Sebab, merujuk pada pandangan Amin Malouf dalam buku In The Name of
Identity, sesungguhnya setiap individu adalah titik temu bagi banyak
pertalian yang berbeda. Lalu, yang menjadi tantangan kita dalam
menumbuhkan spirit pelibatan empatik dalam kebinekaan adalah bagaimana
kita mampu menghadirkan sosok individu yang pada dirinya bersemburat
aura kedamaian dan kesejukan sehingga pihak lain yang berada di sisinya
justru menjadi pelengkap dari segala kekurangan yang dimiliki. Dalam
spirit pelibatan empatik, merujuk pada pandangan Prof Alberto Gomes,
yang diperlukan adalah bagaimana kita mampu merasakan, mengimajinasikan,
dan mengidentifikasi suka dan duka orang lain.
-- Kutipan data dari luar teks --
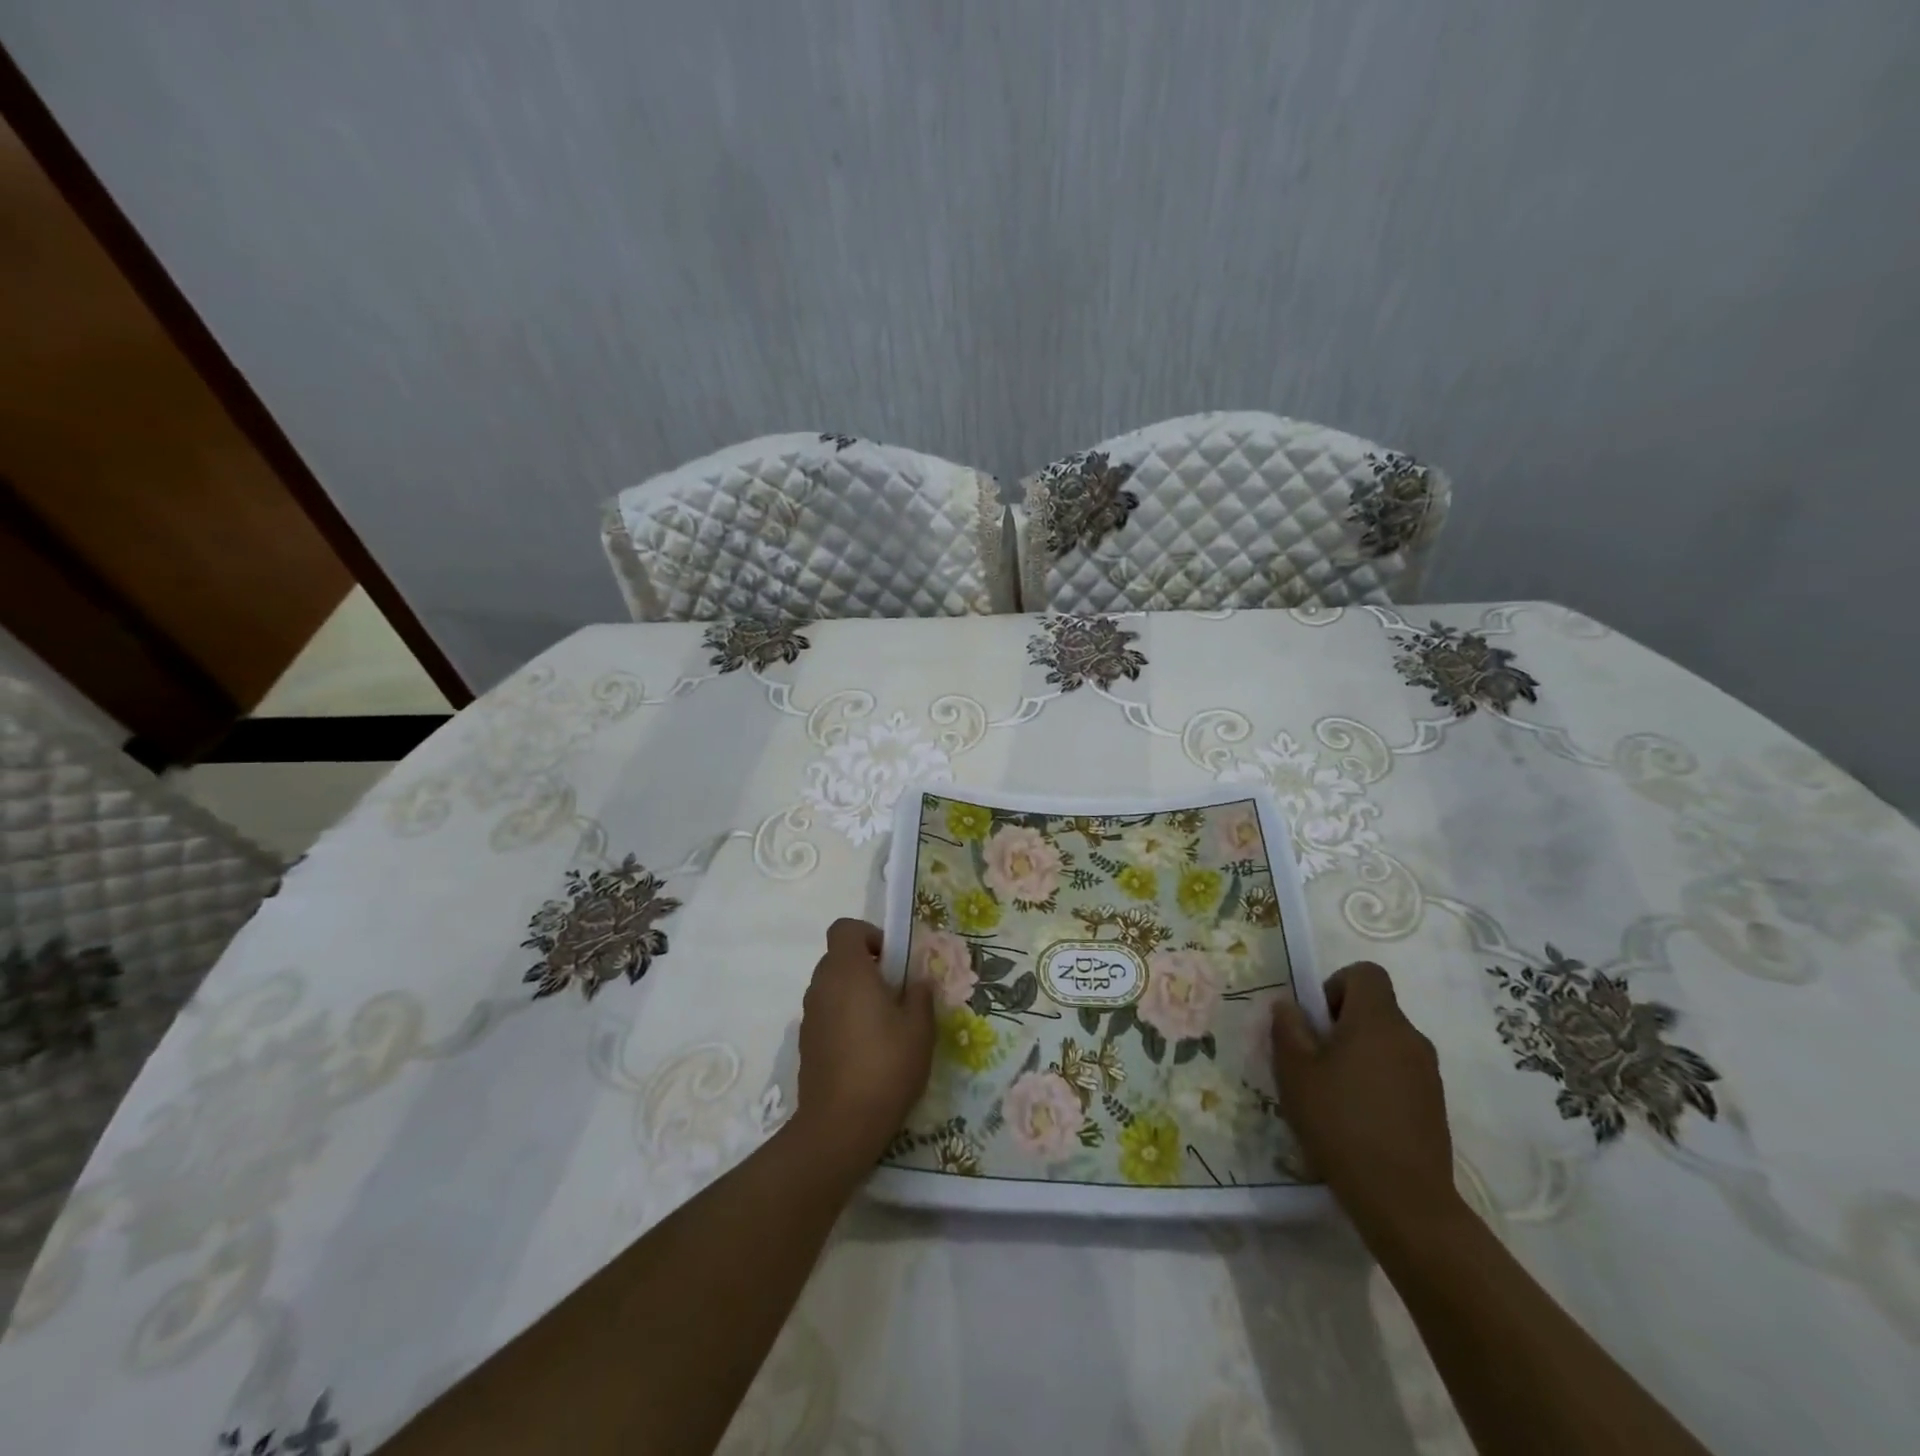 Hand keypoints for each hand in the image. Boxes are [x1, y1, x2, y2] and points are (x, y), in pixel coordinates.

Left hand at [789, 918, 935, 1176]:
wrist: (839, 1126)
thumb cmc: (885, 1067)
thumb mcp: (919, 1029)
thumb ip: (920, 995)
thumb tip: (917, 981)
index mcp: (848, 971)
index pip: (845, 928)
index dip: (869, 935)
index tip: (892, 960)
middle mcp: (822, 985)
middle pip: (839, 957)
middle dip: (866, 966)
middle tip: (895, 994)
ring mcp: (809, 1015)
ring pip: (832, 987)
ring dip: (854, 993)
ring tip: (883, 1025)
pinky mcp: (806, 1042)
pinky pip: (826, 1013)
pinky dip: (843, 1018)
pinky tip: (865, 1050)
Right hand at [1271, 961, 1457, 1237]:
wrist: (1403, 1200)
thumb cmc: (1340, 1123)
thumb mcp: (1295, 1072)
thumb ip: (1289, 1029)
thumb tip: (1289, 1005)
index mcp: (1378, 1021)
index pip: (1365, 973)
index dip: (1336, 985)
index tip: (1317, 1020)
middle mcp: (1410, 1038)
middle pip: (1375, 1008)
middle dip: (1341, 1023)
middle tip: (1313, 1059)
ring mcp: (1428, 1073)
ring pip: (1386, 1042)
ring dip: (1358, 1053)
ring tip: (1331, 1092)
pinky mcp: (1434, 1105)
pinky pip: (1398, 1072)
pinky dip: (1376, 1080)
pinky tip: (1356, 1118) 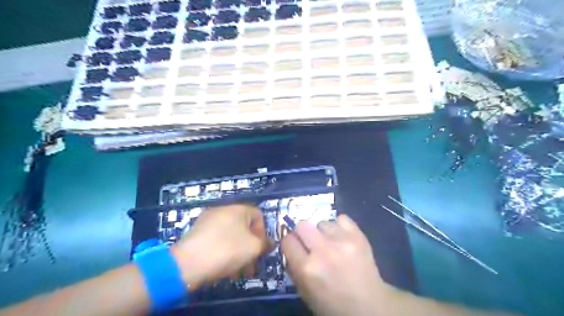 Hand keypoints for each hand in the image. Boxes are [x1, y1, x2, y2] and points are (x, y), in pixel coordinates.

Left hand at [171, 205, 269, 291]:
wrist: (188, 263)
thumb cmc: (227, 250)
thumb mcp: (253, 248)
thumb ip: (265, 244)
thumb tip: (269, 243)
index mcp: (238, 209)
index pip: (258, 215)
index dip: (263, 232)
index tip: (261, 249)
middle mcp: (223, 210)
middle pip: (244, 228)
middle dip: (250, 248)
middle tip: (252, 266)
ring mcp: (208, 221)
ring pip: (231, 236)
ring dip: (238, 253)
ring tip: (238, 273)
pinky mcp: (197, 233)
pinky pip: (217, 240)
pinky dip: (224, 252)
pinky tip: (224, 269)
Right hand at [283, 215, 392, 315]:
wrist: (369, 306)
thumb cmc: (333, 303)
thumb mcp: (305, 292)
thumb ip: (294, 268)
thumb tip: (290, 247)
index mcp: (307, 268)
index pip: (287, 240)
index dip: (290, 243)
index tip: (295, 246)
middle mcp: (322, 251)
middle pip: (302, 225)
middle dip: (303, 233)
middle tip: (310, 242)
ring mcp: (342, 241)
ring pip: (322, 222)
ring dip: (323, 232)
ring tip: (331, 243)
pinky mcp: (358, 235)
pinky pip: (341, 218)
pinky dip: (339, 226)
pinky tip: (342, 238) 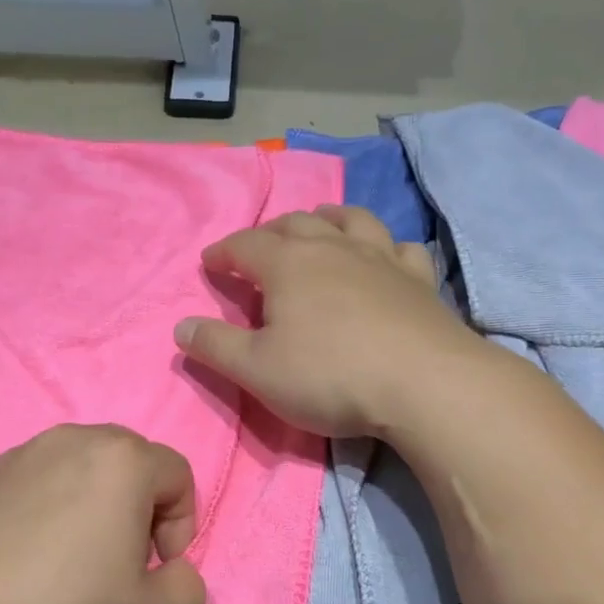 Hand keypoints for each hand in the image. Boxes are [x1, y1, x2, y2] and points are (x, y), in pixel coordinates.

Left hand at [0, 424, 205, 603]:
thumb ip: (189, 588)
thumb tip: (175, 570)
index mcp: (123, 459)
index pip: (179, 477)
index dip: (181, 527)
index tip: (154, 571)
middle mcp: (76, 438)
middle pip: (134, 464)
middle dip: (142, 509)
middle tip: (120, 563)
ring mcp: (25, 451)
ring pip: (87, 468)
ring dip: (98, 505)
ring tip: (74, 559)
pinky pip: (43, 478)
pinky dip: (54, 505)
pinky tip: (30, 555)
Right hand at [173, 205, 484, 436]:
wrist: (423, 383)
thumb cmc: (329, 376)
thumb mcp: (257, 370)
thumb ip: (215, 346)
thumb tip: (180, 327)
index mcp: (288, 265)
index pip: (245, 246)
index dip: (223, 253)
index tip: (210, 263)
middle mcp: (333, 248)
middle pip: (294, 224)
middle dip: (270, 233)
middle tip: (258, 248)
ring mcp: (381, 258)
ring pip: (350, 221)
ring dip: (327, 220)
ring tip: (318, 227)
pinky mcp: (419, 279)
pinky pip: (401, 247)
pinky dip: (386, 246)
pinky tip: (386, 256) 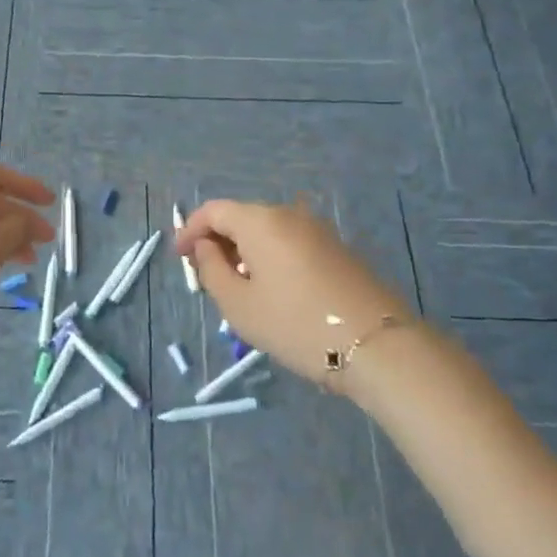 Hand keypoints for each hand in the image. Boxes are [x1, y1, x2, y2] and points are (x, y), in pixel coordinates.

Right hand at [175, 198, 414, 387]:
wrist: (376, 346)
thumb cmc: (295, 324)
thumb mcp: (238, 304)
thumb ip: (212, 270)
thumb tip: (206, 247)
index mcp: (261, 221)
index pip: (214, 210)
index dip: (190, 229)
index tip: (179, 257)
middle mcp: (290, 215)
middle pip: (242, 217)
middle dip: (217, 240)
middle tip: (205, 274)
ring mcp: (318, 231)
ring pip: (267, 231)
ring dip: (244, 251)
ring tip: (236, 286)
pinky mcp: (337, 250)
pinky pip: (290, 243)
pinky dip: (269, 257)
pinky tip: (270, 290) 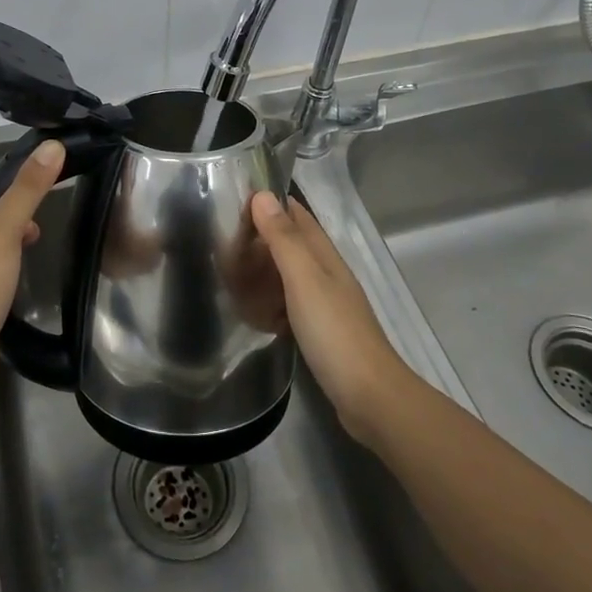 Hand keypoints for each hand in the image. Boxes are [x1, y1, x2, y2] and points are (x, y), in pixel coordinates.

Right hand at [250, 191, 413, 445]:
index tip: (234, 197)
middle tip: (222, 239)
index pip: (297, 216)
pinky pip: (288, 305)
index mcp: (324, 256)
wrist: (369, 396)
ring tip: (229, 272)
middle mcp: (326, 274)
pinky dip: (270, 302)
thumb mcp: (303, 279)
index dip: (270, 203)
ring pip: (288, 275)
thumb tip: (263, 195)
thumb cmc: (334, 331)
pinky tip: (252, 312)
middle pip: (291, 244)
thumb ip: (283, 239)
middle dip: (261, 237)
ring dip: (263, 270)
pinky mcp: (320, 332)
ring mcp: (325, 304) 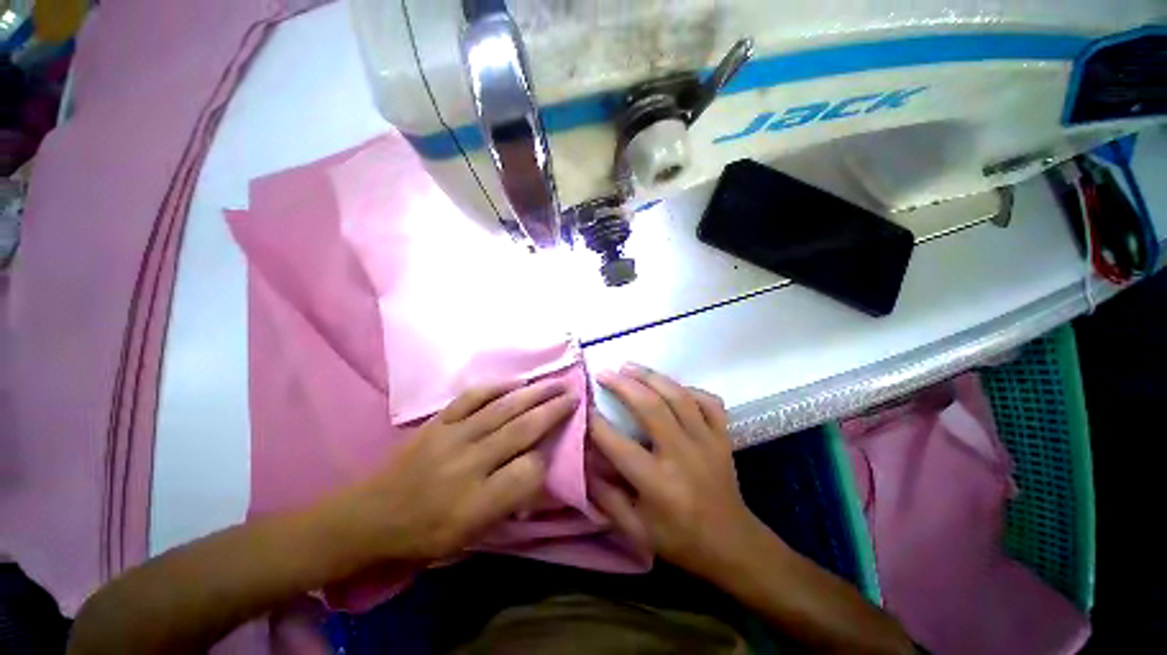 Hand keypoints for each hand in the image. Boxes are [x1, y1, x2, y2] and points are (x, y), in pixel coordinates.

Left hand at [319, 378, 578, 568]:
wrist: (370, 517)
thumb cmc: (425, 534)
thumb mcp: (471, 536)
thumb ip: (508, 502)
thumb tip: (536, 468)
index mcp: (478, 503)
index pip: (529, 472)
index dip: (548, 458)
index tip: (557, 448)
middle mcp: (469, 464)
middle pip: (522, 430)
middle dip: (553, 411)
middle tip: (574, 394)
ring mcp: (452, 437)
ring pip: (502, 409)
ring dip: (533, 393)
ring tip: (555, 383)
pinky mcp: (438, 422)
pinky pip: (471, 398)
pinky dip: (496, 387)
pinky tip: (515, 382)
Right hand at [588, 365, 771, 580]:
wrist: (734, 545)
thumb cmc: (680, 540)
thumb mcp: (636, 531)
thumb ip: (607, 497)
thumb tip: (586, 462)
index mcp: (658, 484)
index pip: (619, 445)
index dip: (597, 424)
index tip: (583, 406)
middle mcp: (683, 455)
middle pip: (651, 408)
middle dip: (623, 385)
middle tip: (604, 373)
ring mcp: (707, 442)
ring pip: (678, 397)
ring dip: (651, 377)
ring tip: (629, 366)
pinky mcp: (723, 437)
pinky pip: (708, 401)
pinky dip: (690, 389)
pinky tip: (672, 386) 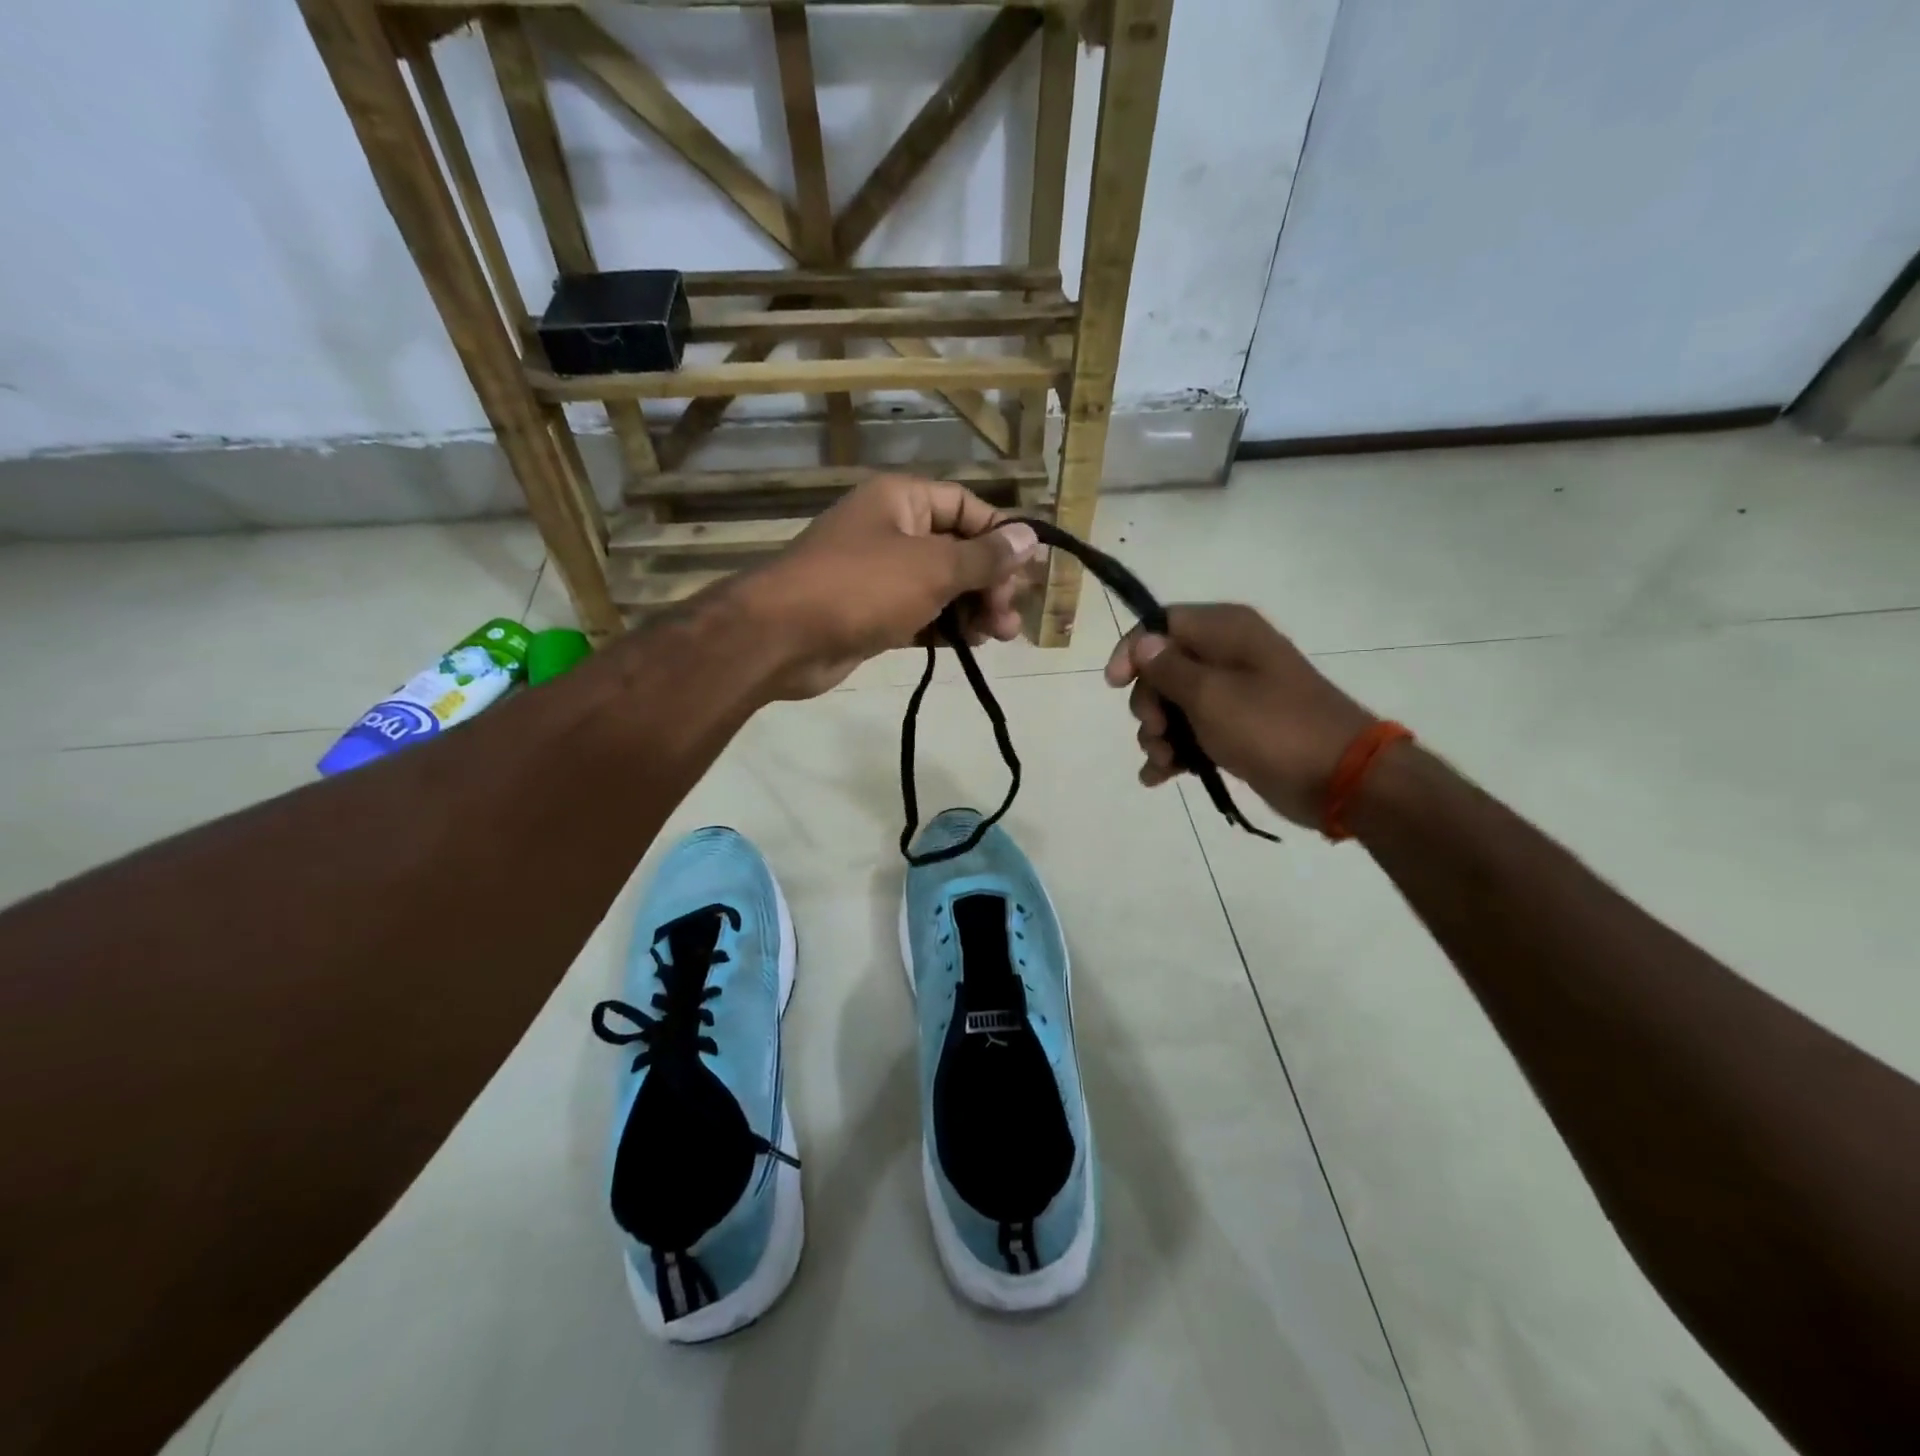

Dengan cara ini, kita
akan mampu menyadari dengan penuh hikmat dan bijaksana bahwa
sesungguhnya diri kita yang menjadi titik temu bagi banyak pertalian
harus menjadi modal sosial yang bisa merajut sekian perbedaan untuk
saling memahami dan mengapresiasi. Pada posisi ini, kita akan selalu
melakukan refleksi diri perihal bagaimana menempatkan diri orang lain ke
dalam diri kita, bagaimana merespons permasalahan sosial yang ada di
lingkungan kita, dan sekaligus bagaimana menempatkan diri kita sebagai
problem solver yang menenteramkan bagi semua pihak. Apabila upaya ini
bisa kita lakukan dengan baik, maka marwah kebinekaan yang sudah
diwariskan oleh Sutasoma dan nilai keluhurannya ditegaskan dalam banyak
kitab suci akan bisa terawat dan terjaga dalam kehidupan kita sepanjang
masa.
sumber:
Langganan:
Komentar (Atom)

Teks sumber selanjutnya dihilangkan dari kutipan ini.